One of the key protections that a Schmitt input provides is against noise during what would otherwise be the near-metastable input voltage range. And one particular variety of that noise to be avoided is noise on the power/ground caused by the current spike of the slow transition-in-progress of this particular input and its downstream stages shorting the power supply. This supply noise couples back to the input and results in oscillation and a burst of transitions at the output. And that's not the only source of noise.
> All digital systems are susceptible to metastability. If an input isn't held at a defined logic level for the specified length of time before the sample clock edge...

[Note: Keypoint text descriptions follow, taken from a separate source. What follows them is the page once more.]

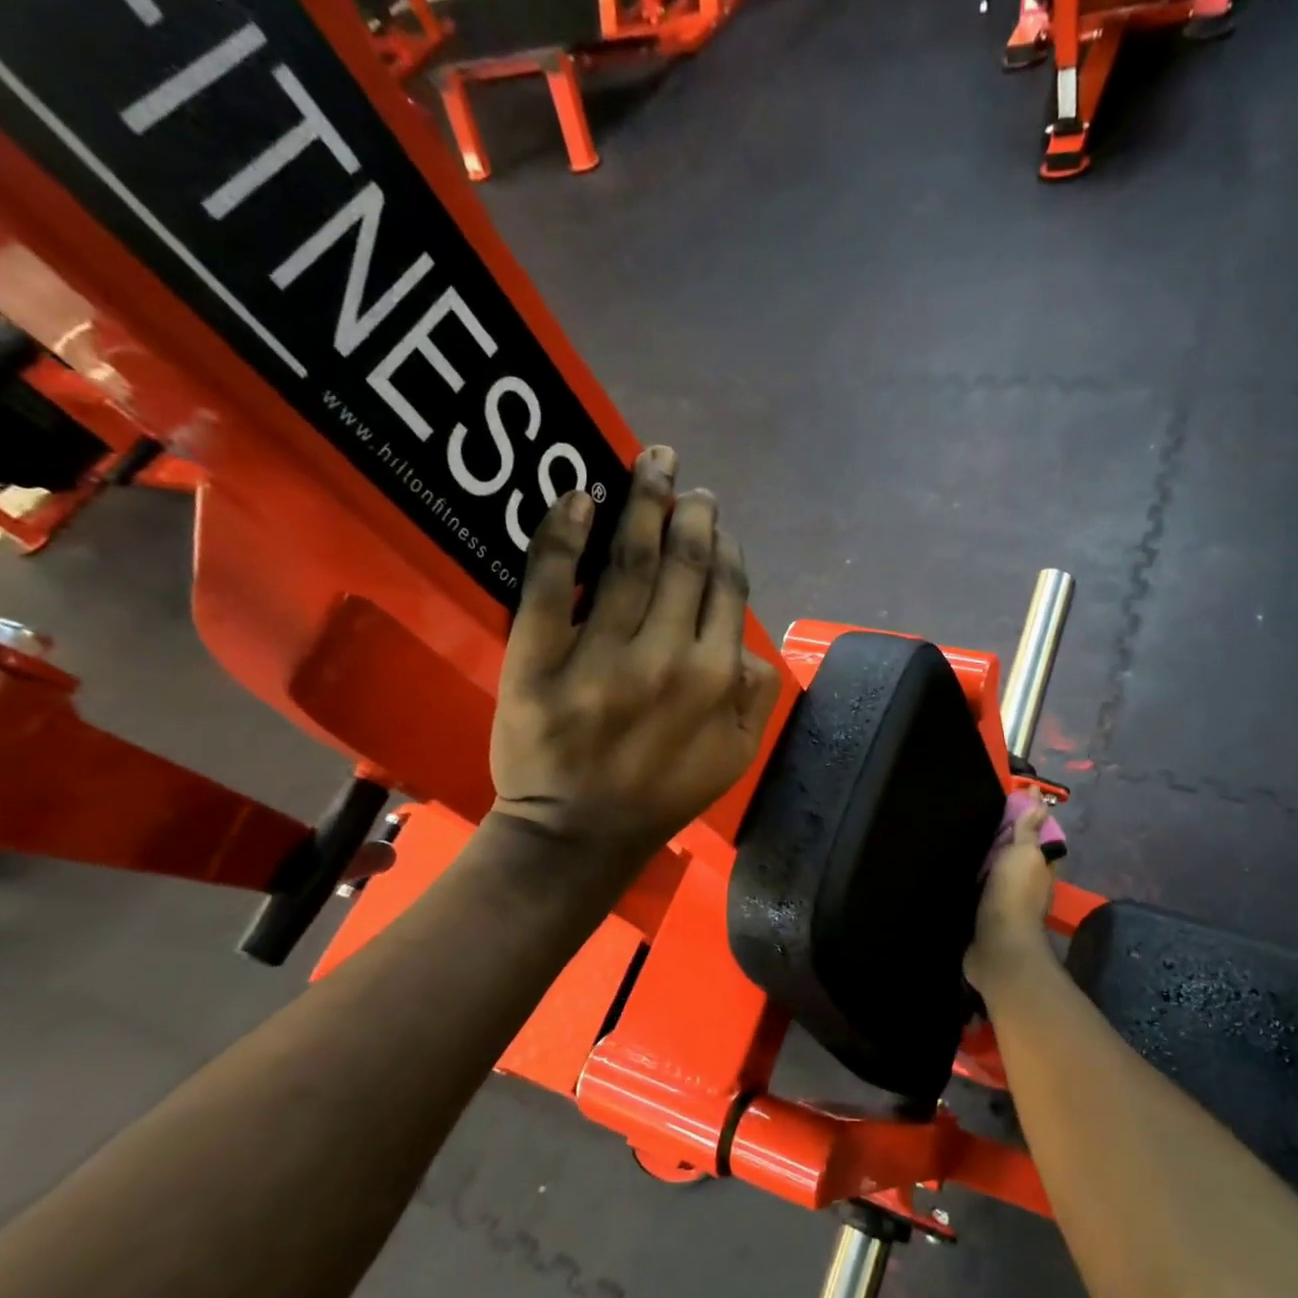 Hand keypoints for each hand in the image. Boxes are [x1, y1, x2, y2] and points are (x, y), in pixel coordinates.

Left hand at [489, 446, 781, 847]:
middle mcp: (665, 656)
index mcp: (715, 677)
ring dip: (641, 502)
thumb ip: (758, 694)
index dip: (724, 546)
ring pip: (627, 561)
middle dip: (689, 511)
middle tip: (685, 483)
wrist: (581, 832)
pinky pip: (550, 585)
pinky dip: (563, 535)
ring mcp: (600, 655)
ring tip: (650, 465)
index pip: (726, 589)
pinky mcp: (539, 659)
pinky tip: (577, 498)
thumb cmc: (664, 792)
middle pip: (682, 561)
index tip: (715, 524)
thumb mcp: (737, 755)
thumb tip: (748, 639)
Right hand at [964, 799, 1059, 995]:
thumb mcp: (1024, 853)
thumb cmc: (1013, 893)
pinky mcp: (986, 914)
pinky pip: (980, 887)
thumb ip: (1028, 828)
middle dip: (1003, 835)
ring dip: (987, 856)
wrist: (997, 945)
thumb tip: (1038, 797)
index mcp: (1040, 865)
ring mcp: (1007, 900)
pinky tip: (958, 867)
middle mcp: (1027, 882)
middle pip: (1015, 852)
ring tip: (964, 835)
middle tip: (980, 812)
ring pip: (998, 870)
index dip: (1025, 816)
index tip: (1008, 795)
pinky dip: (973, 876)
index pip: (1035, 834)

Right -- one might distinguish two parts to the metastability problem: (a) a slowly transitioning input that passes through the the metastable range of a subsequent (non-clocked) stage, and (b) an input that transitions slowly or rapidly, at a time that fails to meet setup and hold for a clocked stage. A Schmitt input helps explicitly the (a) part of the problem, and for slow signals greatly improves the statistics for the (b) part of the problem, but doesn't eliminated it. For GPIOs which have no accompanying clock, one would hope that the SoC contains synchronizer stages to address the type (b) problem. (Various ATMEGA and ARM literature indeed show such synchronizers on GPIOs and interrupt inputs).
> If you have a noisy signal, by definition that's analogue
At some level, all signals are analog!
>and you need to make it non-noisy before applying it to a digital input. You must not rely on a little bit of input hysteresis to eliminate noise.
Yet all signals include noise. And consequently Schmitt trigger ICs tout their noise immunity as a feature. See for example https://assets.nexperia.com/documents/d ... 4LVT14.pdf "it has a greater noise margin than conventional inverters"... "High noise immunity".
> There is no need for the hysteresis on the RPi inputs to be specified,
For what it's worth, I've accepted that RPi foundation doesn't have that spec, and there's no benefit to pressing the point.
> you must supply input signals that meet the logic high and low voltage specifications.
> If your actual signals don't match the specifications, you need to provide conditioning before they get to the RPi.
Sure, regardless of hysteresis, the basic logic level specs have to be met, and RPi foundation published those specs. Yay!